Prompt ->
The entries must be set down again word for word; no pictures belong in the copy.

*** Block opens ***

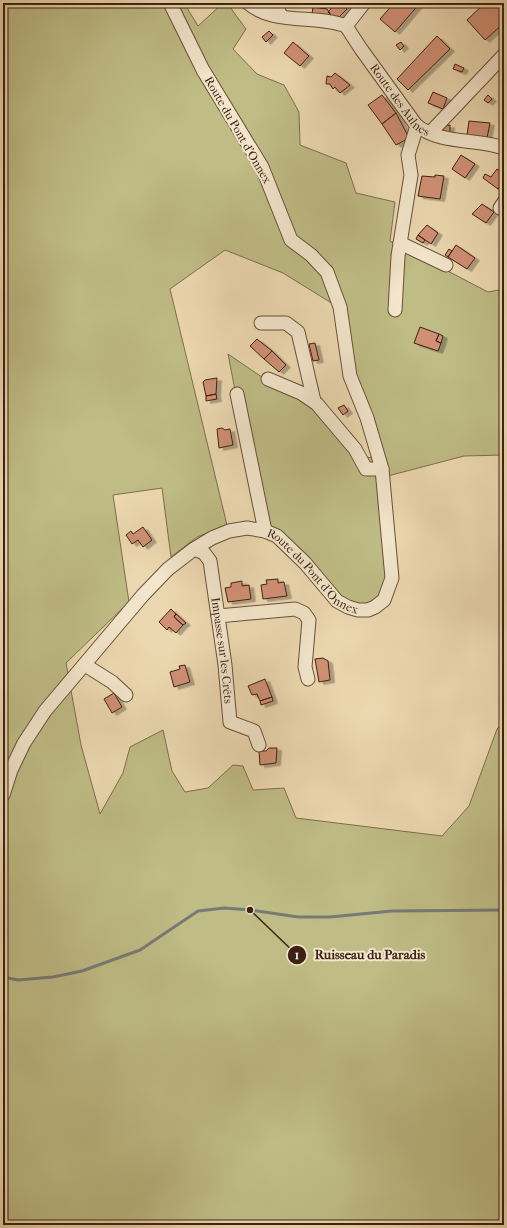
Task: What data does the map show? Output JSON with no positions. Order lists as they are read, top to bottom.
{
  "streets": {
    "street": ["Route des Aulnes", "Route du Pont d'Onnex", "Impasse sur les Crêts"]
  },
  "crossings": [
    ["Route du Pont d'Onnex", "Impasse sur les Crêts"]
  ],
  "places": ["Ruisseau du Paradis"]
}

*** Block closes ***

Answer space ->
Task: What data does the map show? Output JSON with no positions. Order lists as they are read, top to bottom.
{
  "streets": {
    "street": ["Route des Aulnes", "Route du Pont d'Onnex", "Impasse sur les Crêts"]
  },
  "crossings": [
    ["Route du Pont d'Onnex", "Impasse sur les Crêts"]
  ],
  "places": ["Ruisseau du Paradis"]
}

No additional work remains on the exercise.